WHAT THE TASK ASKS
Scan the entries below for the word "that". Copy out every line in which it occurs.

(Stored data)

++++++++++

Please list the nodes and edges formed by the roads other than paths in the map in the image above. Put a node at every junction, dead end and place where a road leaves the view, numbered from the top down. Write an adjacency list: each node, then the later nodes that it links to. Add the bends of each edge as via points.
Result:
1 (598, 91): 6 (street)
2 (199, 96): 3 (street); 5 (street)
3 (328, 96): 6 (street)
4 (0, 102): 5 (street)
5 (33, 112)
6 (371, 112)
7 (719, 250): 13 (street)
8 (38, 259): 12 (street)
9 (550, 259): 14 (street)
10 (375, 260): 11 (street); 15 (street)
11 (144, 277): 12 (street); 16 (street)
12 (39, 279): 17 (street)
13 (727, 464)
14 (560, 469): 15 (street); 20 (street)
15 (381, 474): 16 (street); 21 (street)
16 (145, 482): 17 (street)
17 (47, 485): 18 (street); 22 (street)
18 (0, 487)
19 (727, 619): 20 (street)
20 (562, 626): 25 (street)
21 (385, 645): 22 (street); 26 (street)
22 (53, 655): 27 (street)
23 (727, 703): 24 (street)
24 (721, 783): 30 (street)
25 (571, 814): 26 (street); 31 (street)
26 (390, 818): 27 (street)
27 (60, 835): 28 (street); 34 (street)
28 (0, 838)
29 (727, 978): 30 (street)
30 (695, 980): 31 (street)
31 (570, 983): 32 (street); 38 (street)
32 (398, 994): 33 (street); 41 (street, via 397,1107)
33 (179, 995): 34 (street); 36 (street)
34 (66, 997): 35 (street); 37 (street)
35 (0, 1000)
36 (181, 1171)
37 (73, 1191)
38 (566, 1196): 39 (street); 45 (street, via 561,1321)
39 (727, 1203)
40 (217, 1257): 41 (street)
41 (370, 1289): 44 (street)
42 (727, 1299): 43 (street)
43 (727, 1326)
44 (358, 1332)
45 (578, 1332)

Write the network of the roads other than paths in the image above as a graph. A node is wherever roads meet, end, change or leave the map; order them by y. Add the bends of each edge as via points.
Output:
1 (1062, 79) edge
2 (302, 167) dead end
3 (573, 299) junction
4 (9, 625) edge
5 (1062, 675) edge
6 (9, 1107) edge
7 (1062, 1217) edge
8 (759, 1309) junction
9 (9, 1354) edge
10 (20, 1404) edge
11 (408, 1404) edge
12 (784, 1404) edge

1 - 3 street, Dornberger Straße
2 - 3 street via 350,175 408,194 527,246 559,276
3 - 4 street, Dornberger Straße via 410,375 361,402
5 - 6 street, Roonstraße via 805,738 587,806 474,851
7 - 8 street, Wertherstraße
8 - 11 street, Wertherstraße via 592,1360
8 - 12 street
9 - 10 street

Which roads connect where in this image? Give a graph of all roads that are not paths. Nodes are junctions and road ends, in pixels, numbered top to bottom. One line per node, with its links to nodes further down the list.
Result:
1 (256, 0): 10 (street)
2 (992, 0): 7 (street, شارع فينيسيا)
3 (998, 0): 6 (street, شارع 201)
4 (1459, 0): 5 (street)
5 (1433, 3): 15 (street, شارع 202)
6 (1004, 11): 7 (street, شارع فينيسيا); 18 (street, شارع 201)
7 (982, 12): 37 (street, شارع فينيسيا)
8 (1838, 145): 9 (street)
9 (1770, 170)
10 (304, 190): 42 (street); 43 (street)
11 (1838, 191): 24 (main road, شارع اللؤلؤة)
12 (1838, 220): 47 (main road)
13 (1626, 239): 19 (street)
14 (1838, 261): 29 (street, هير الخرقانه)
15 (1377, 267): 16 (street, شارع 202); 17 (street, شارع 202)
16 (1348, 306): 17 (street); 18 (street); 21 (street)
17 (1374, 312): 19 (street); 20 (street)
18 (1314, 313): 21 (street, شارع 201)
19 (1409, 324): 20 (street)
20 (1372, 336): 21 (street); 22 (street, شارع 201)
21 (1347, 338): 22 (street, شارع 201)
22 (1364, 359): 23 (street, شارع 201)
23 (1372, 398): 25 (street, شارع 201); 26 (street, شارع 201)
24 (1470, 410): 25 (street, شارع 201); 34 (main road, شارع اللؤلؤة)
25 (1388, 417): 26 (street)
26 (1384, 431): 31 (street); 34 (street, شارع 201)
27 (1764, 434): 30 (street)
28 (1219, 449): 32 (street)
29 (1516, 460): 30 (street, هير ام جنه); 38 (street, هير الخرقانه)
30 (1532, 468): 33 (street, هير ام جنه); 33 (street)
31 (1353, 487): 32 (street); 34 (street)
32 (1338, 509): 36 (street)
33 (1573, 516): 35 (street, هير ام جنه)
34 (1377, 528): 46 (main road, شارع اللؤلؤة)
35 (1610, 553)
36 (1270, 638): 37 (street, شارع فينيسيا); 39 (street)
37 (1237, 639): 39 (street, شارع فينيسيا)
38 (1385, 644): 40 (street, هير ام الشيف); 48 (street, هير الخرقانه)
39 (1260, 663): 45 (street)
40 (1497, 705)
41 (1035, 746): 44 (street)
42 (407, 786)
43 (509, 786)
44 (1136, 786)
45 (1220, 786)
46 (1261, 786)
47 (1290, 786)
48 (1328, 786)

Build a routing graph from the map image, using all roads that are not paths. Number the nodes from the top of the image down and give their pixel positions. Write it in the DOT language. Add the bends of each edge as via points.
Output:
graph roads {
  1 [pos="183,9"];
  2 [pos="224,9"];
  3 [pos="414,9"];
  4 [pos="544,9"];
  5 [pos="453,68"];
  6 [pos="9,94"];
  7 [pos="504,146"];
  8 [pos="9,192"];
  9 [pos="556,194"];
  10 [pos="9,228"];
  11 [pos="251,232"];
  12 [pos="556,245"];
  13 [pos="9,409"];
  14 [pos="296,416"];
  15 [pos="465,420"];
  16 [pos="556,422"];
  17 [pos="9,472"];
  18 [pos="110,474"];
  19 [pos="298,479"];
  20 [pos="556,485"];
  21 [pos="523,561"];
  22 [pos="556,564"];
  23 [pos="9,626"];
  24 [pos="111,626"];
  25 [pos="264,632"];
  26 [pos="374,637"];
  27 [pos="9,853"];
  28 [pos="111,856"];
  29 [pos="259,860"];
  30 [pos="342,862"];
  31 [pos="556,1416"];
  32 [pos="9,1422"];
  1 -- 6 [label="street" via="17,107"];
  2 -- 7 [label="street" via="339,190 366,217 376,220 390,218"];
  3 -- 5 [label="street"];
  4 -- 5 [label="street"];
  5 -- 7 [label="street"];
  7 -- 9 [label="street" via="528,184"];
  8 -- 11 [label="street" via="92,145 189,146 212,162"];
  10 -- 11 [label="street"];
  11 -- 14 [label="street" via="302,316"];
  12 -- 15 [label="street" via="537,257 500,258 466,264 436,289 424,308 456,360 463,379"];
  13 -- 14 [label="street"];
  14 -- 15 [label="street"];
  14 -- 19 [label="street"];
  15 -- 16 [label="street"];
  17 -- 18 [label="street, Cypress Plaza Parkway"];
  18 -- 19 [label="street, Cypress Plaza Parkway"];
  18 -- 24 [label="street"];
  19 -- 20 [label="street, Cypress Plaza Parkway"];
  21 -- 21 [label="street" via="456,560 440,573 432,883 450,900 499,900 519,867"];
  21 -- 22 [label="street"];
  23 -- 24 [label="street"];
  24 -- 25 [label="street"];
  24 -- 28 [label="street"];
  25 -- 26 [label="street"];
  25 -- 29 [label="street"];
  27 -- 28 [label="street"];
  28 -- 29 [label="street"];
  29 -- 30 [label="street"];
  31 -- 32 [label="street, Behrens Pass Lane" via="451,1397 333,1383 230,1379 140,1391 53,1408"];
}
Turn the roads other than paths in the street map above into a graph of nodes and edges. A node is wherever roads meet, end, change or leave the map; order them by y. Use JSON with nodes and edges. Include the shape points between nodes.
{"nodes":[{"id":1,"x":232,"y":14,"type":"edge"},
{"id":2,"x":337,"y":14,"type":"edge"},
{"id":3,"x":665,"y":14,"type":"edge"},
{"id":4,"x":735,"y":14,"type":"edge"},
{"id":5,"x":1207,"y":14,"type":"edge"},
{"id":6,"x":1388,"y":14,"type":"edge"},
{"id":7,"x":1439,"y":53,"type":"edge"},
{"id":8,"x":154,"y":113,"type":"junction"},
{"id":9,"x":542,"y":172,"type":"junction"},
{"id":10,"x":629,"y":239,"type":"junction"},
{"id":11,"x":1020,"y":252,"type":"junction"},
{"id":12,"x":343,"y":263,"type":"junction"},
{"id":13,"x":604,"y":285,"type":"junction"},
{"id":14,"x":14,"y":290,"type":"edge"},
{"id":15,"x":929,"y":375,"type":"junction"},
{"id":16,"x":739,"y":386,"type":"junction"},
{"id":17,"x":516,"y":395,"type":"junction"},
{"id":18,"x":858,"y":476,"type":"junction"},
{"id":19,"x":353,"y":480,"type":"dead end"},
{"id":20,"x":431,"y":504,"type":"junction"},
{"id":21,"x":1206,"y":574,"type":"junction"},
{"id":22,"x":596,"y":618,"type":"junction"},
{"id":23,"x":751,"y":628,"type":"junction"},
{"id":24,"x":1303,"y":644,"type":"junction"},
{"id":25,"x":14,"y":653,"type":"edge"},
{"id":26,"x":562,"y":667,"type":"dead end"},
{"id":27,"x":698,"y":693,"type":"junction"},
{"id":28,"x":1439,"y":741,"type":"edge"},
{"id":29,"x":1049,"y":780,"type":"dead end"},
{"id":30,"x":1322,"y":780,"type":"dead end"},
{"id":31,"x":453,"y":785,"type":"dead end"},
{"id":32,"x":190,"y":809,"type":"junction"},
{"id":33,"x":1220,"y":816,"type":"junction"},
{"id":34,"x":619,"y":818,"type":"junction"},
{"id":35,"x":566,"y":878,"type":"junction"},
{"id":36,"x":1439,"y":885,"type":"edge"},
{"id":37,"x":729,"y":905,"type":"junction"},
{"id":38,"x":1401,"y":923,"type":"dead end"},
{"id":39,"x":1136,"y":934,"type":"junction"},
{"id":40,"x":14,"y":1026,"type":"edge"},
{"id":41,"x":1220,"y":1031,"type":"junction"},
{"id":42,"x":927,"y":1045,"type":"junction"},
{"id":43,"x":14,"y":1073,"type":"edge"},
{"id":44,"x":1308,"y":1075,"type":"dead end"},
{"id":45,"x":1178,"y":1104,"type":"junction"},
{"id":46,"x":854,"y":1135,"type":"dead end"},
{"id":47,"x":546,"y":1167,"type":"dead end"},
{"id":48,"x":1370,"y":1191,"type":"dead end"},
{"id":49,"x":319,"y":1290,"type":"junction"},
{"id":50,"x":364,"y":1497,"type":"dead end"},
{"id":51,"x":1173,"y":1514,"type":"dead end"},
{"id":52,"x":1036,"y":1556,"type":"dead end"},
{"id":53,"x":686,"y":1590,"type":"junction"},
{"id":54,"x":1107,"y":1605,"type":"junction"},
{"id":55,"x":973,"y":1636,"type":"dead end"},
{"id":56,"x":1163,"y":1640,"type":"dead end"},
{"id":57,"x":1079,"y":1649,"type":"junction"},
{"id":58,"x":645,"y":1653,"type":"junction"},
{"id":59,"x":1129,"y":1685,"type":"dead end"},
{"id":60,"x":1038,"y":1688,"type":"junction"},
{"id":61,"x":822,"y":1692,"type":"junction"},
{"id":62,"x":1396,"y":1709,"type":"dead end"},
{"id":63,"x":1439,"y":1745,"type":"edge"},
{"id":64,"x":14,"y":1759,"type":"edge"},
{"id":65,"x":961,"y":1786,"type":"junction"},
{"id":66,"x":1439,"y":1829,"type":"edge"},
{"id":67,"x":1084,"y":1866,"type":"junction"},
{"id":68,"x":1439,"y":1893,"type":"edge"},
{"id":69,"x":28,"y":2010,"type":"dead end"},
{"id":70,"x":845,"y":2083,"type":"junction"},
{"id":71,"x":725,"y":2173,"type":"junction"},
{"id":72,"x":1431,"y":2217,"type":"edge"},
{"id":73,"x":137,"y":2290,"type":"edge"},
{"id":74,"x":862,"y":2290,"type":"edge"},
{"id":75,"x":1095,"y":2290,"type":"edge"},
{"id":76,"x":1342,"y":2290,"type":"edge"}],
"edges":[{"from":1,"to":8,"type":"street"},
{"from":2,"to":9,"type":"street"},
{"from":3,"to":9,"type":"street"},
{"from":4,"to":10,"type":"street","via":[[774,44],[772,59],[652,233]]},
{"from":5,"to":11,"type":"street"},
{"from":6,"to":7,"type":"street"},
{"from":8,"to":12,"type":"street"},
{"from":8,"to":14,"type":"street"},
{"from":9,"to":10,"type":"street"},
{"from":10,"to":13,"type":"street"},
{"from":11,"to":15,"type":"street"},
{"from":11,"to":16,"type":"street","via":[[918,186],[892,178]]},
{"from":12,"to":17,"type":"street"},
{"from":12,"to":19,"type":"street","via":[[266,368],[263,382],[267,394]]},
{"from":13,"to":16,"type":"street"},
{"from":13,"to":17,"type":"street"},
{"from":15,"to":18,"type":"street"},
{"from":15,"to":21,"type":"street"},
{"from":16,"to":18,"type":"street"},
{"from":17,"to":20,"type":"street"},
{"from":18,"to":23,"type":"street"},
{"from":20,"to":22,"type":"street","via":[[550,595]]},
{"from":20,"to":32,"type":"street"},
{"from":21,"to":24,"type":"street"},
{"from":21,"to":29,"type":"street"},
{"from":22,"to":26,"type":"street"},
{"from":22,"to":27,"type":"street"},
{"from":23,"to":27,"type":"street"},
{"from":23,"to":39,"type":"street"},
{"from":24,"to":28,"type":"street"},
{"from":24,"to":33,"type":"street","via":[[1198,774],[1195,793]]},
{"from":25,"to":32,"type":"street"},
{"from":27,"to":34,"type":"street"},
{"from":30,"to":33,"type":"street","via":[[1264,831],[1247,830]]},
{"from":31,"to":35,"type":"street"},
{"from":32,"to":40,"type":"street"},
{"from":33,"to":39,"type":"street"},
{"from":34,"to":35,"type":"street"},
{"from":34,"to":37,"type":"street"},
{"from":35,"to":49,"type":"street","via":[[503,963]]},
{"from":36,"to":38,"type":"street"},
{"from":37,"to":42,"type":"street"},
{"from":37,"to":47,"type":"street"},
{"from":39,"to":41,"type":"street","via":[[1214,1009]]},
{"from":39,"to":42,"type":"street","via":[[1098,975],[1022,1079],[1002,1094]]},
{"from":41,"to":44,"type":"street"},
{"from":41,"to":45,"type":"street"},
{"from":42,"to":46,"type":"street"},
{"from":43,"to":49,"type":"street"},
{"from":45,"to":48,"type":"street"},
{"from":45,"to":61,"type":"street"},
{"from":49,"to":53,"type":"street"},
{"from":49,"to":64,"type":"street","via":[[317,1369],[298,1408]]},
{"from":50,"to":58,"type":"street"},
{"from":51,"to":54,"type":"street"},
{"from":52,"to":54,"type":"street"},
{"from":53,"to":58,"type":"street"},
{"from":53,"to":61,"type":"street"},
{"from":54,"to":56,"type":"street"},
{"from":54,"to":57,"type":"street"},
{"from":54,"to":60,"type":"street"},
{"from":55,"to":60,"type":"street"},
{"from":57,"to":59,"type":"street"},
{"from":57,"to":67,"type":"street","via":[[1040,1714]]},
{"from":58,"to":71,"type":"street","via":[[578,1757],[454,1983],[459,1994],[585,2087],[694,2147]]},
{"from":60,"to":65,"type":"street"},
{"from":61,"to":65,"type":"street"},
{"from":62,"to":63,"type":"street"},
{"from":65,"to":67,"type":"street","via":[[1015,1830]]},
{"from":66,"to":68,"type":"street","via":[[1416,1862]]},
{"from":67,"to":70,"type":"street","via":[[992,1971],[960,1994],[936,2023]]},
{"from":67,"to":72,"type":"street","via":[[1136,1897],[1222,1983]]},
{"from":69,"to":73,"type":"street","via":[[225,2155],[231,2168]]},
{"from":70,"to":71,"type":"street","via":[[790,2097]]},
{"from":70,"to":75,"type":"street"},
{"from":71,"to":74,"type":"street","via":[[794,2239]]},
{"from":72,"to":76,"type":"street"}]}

++++++++++

SOLUTION FOR THIS EXERCISE
Please list the nodes and edges formed by the roads other than paths in the map in the image above. Put a node at every junction, dead end and place where a road leaves the view, numbered from the top down. Write an adjacency list: each node, then the later nodes that it links to. Add the bends of each edge as via points.
Which roads connect where in this image? Give a graph of all roads that are not paths. Nodes are junctions and road ends, in pixels, numbered top to bottom. One line per node, with its links to nodes further down the list.
Build a routing graph from the map image, using all roads that are not paths. Number the nodes from the top of the image down and give their pixel positions. Write it in the DOT language. Add the bends of each edge as via points.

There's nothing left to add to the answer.